• _EXERCISE AIM_
Every line below from the one containing "Extract the road" to the final line must be reproduced exactly, and no other line may appear in the answer.
* * * * * * *
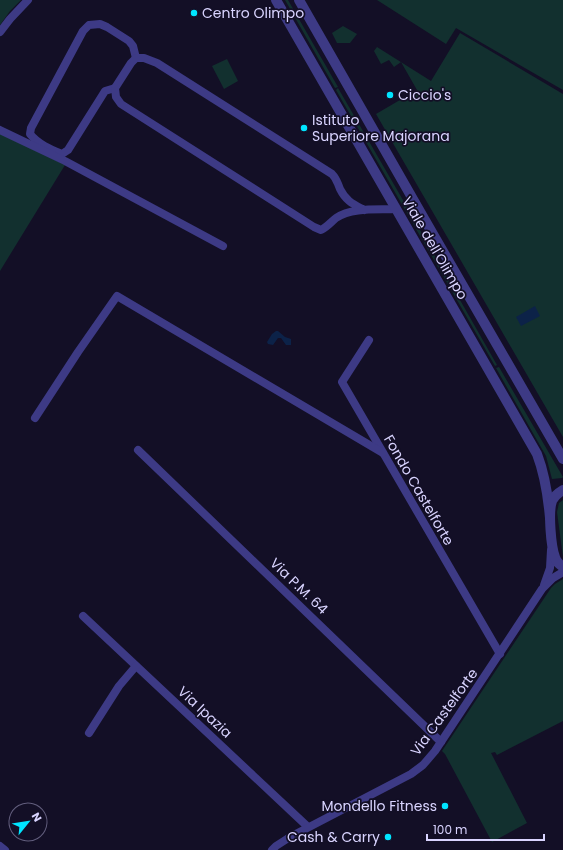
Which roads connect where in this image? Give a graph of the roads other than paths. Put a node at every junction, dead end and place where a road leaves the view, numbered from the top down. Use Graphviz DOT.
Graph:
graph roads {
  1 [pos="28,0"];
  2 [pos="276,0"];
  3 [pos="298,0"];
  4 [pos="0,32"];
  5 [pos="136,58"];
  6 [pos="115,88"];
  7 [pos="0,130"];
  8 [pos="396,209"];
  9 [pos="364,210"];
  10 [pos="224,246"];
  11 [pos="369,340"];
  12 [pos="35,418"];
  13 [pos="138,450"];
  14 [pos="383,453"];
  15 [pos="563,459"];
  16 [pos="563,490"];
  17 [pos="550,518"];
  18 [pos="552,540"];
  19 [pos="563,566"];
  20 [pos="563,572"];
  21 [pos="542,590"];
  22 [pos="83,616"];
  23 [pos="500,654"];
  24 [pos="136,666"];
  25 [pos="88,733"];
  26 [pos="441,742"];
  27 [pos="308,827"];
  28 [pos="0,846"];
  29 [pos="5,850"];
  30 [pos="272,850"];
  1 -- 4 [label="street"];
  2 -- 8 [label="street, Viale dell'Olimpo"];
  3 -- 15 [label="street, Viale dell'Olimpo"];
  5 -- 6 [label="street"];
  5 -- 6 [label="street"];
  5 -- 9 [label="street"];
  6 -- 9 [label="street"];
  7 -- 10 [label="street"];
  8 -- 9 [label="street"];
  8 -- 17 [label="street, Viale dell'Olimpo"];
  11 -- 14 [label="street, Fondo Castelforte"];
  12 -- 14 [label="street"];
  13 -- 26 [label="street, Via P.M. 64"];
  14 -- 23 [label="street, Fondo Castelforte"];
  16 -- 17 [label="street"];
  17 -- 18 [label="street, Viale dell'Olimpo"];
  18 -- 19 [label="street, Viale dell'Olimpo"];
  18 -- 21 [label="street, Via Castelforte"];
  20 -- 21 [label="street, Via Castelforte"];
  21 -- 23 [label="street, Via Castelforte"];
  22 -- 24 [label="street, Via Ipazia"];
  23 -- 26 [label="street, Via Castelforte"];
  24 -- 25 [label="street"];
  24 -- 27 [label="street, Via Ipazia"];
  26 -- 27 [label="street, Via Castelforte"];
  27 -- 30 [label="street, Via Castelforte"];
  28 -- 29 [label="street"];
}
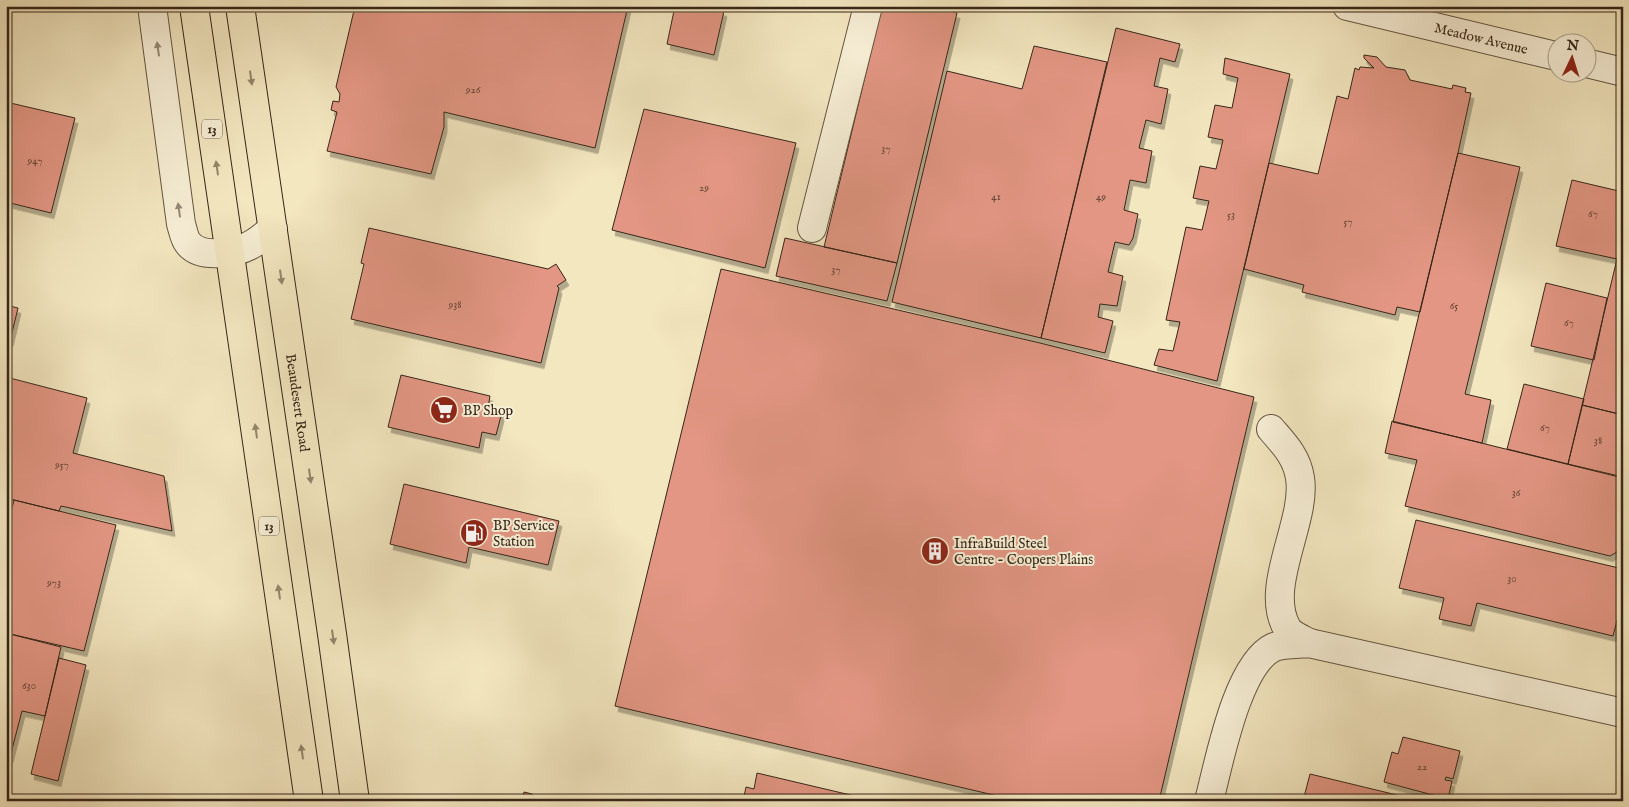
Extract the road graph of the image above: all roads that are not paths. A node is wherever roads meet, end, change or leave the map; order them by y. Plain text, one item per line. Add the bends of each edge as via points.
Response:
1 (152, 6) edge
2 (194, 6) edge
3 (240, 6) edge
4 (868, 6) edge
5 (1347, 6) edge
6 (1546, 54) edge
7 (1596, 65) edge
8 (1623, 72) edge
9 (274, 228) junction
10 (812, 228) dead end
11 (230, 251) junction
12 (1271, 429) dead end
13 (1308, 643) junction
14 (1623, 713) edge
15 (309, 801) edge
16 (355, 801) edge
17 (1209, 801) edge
* * * * * * *
• _COMPLETED TASK_
Extract the road graph of the image above: all roads that are not paths. A node is wherever roads meet, end, change or leave the map; order them by y. Plain text, one item per line. Add the bends of each edge as via points.
Response:
1 (152, 6) edge
2 (194, 6) edge
3 (240, 6) edge
4 (868, 6) edge
5 (1347, 6) edge
6 (1546, 54) edge
7 (1596, 65) edge
8 (1623, 72) edge
9 (274, 228) junction
10 (812, 228) dead end
11 (230, 251) junction
12 (1271, 429) dead end
13 (1308, 643) junction
14 (1623, 713) edge
15 (309, 801) edge
16 (355, 801) edge
17 (1209, 801) edge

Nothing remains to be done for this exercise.